26 September 2021

Tools You Should Know About: jq

In a nutshell

From the official page

jq is a lightweight and flexible command-line JSON processor.

If you're familiar with tools like grep, sed, and awk, you can think of jq as being to JSON objects as they are to lines of text.

Why you should know about it

JSON is everywhere. For better or worse, it's become the de-facto standard for data sharing. Being able to manipulate JSON on the command-line enables you to use all of your scripting tools to manipulate JSON values. It also augments your scripting toolbelt with a new, very sharp toy.

If you deal with JSON, you need to know about jq. I don't care if you never use the command-line; if so, the command-line is worth learning just for jq.

Feature highlights

jq defines a small, specialized language for manipulating JSON values. The language is documented in the jq manual, but you should not start your jq journey by reading it: it's more of a reference document.

The main concept in the jq language is that of a filter. You can imagine your JSON values flowing through the jq command the same way lines of text flow through sed: the jq filter will be applied to each object in the current "flow" individually.

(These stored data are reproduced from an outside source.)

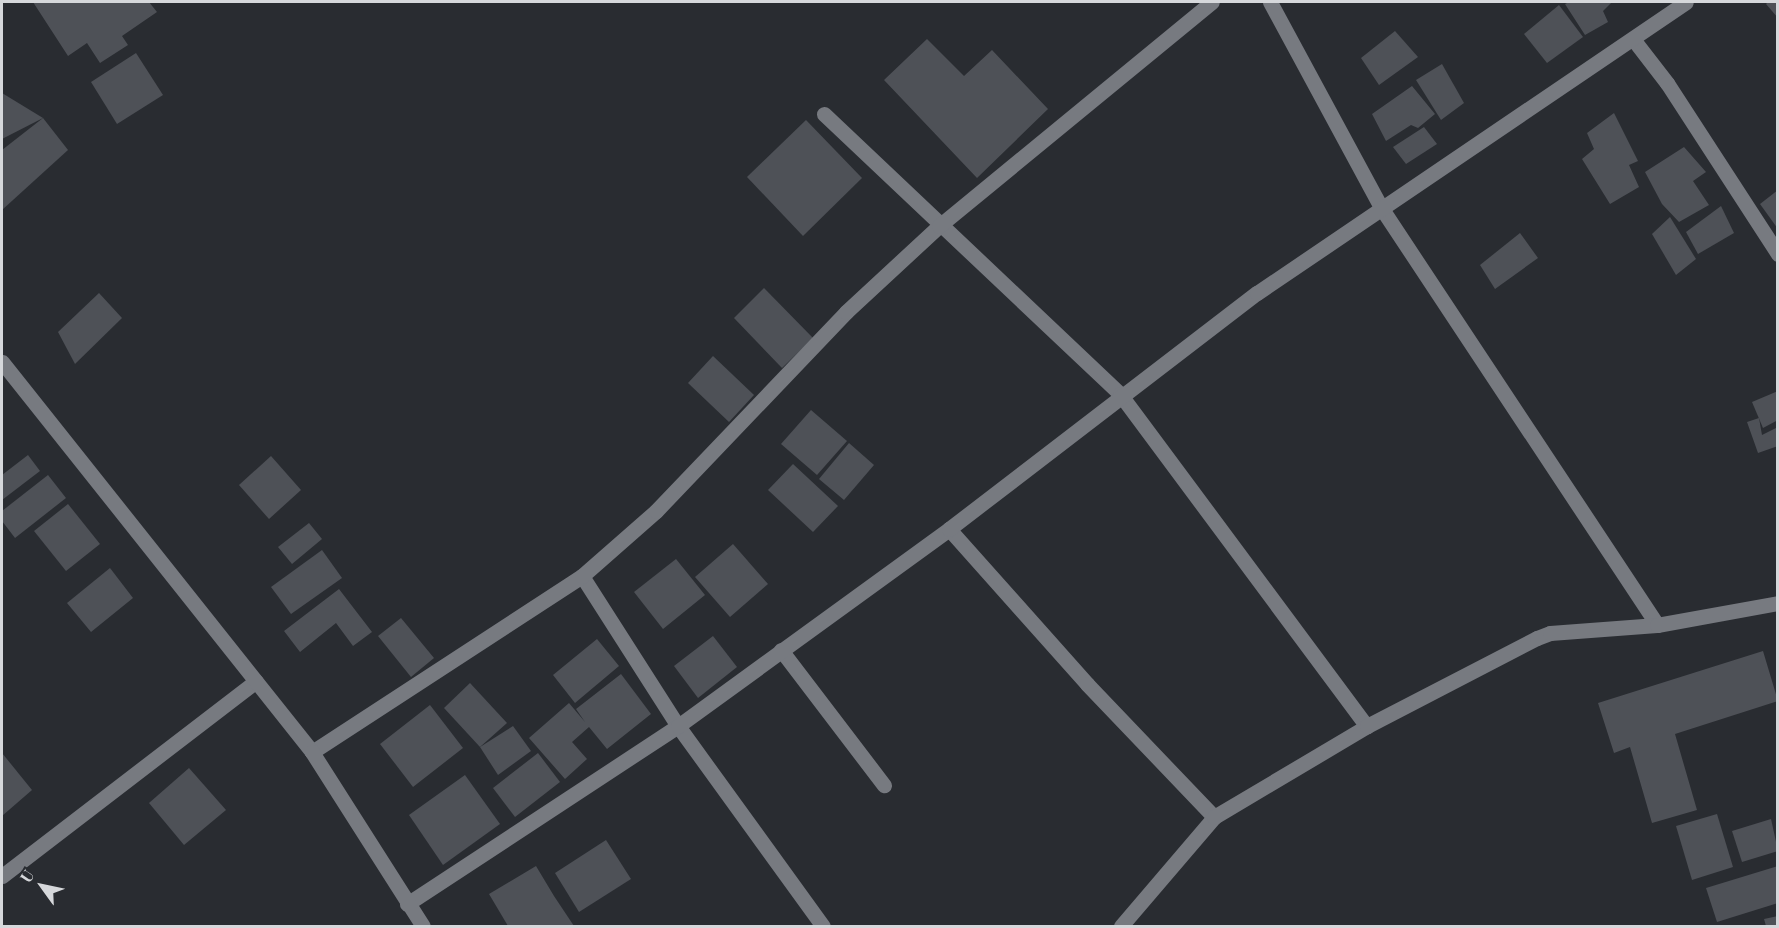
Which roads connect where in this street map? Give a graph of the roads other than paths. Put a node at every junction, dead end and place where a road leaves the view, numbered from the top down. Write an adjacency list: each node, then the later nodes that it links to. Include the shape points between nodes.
1 (1212, 2): 7 (street)
2 (1270, 2): 6 (street)
3 (1686, 2): 4 (street)
4 (1633, 39): 6 (street); 8 (street, via 1667,83)
5 (824, 114): 7 (street)
6 (1382, 208): 10 (street, via 1257,293); 14 (street)
7 (939, 226): 10 (street); 12 (street, via 846,312 656,510)
8 (1778, 254)
9 (2, 362): 16 (street)
10 (1120, 394): 11 (street); 18 (street)
11 (949, 529): 15 (street); 21 (street, via 1087,684)
12 (582, 576): 17 (street); 19 (street)
13 (1778, 603): 14 (street)
14 (1657, 625): 18 (street, via 1544,635)
15 (781, 650): 17 (street); 20 (street)
16 (256, 681): 19 (street); 22 (street)
17 (678, 726): 23 (street); 25 (street)
18 (1368, 726): 21 (street)
19 (312, 752): 23 (street)
20 (884, 784)
21 (1214, 818): 26 (street)
22 (2, 876)
23 (407, 904): 24 (street)
24 (423, 927)
25 (823, 927)
26 (1121, 927)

JSON objects can be compound, and thus some jq filters will produce multiple "output" objects for a single "input" object. In that case, you can chain multiple filters with the | key, which should be a familiar concept if you are used to working at the command-line. The semantics of | is a bit like chaining flatMap operations: conceptually, you first run all of the inputs through the first filter, then collect all of the outputs (possibly more than inputs), and run that through the second filter.

Pretty-printing

The easiest way to get started with jq is to use it for pretty-printing. Pretty-printing the output is the default behaviour, so all you need to do is pipe data through a jq invocation:

$ echo '{"a":1,"b":"hello","c":[1,2,3]}' | jq
{
  "a": 1,
  "b": "hello",
  "c": [
    1,
    2,
    3
  ]
}
$

This is implicitly equivalent to the '.' filter. When you explicitly state the filter, you can pass the input file as a second argument:

$ jq '.' <(echo '{"a":1, "b": "hello", "c": [1, 2, 3]}')
{
  "a": 1,
  "b": "hello",
  "c": [
    1,
    2,
    3
  ]
}
$

(Yes, that <() syntax is a file, sort of. At least as far as jq is concerned.)

Generating new JSON values

jq can also be used to create brand new JSON values. The advantage here is that it will automatically "JSON-escape" given values from the command-line. For example:

$ jq -n --arg argName 'this has a " in it!' '{"title": $argName}'
{
  "title": "this has a \" in it!"
}
$

This is super useful if you have to collect (or generate) data and then include it into a JSON value. A real example from my job was collecting data from git commits and sending it to Slack. Sometimes people put weird characters in git commit messages.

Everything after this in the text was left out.